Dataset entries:

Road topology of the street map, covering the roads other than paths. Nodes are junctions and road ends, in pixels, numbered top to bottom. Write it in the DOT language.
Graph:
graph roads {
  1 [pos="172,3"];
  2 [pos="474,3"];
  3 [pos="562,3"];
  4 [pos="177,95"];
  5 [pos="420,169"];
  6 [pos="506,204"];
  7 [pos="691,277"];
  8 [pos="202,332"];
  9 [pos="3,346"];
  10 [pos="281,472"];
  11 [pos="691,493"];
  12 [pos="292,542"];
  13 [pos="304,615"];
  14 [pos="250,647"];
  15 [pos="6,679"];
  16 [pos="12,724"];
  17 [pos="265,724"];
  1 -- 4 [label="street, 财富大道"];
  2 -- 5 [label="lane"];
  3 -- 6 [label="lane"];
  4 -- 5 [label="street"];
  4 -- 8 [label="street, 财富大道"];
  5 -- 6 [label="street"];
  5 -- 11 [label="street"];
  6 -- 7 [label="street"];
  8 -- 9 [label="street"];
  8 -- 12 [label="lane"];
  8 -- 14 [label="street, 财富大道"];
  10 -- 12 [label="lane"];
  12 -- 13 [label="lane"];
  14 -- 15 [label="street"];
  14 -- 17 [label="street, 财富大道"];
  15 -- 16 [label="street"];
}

* PROBLEM DETAILS *
Produce a word-for-word copy of all the entries above.

* RESPONSE *
Road topology of the street map, covering the roads other than paths. Nodes are junctions and road ends, in pixels, numbered top to bottom. Write it in the DOT language.
Graph:
graph roads {
  1 [pos="172,3"];
  2 [pos="474,3"];
  3 [pos="562,3"];
  4 [pos="177,95"];
  5 [pos="420,169"];
  6 [pos="506,204"];
  7 [pos="691,277"];
  8 [pos="202,332"];
  9 [pos="3,346"];
  10 [pos="281,472"];
  11 [pos="691,493"];
  12 [pos="292,542"];
  13 [pos="304,615"];
  14 [pos="250,647"];
  15 [pos="6,679"];
  16 [pos="12,724"];
  17 [pos="265,724"];
  1 -- 4 [label="street, 财富大道"];
  2 -- 5 [label="lane"];
  3 -- 6 [label="lane"];
  4 -- 5 [label="street"];
  4 -- 8 [label="street, 财富大道"];
  5 -- 6 [label="street"];
  5 -- 11 [label="street"];
  6 -- 7 [label="street"];
  8 -- 9 [label="street"];
  8 -- 12 [label="lane"];
  8 -- 14 [label="street, 财富大道"];
  10 -- 12 [label="lane"];
  12 -- 13 [label="lane"];
  14 -- 15 [label="street"];
  14 -- 17 [label="street, 财富大道"];
  15 -- 16 [label="street"];
}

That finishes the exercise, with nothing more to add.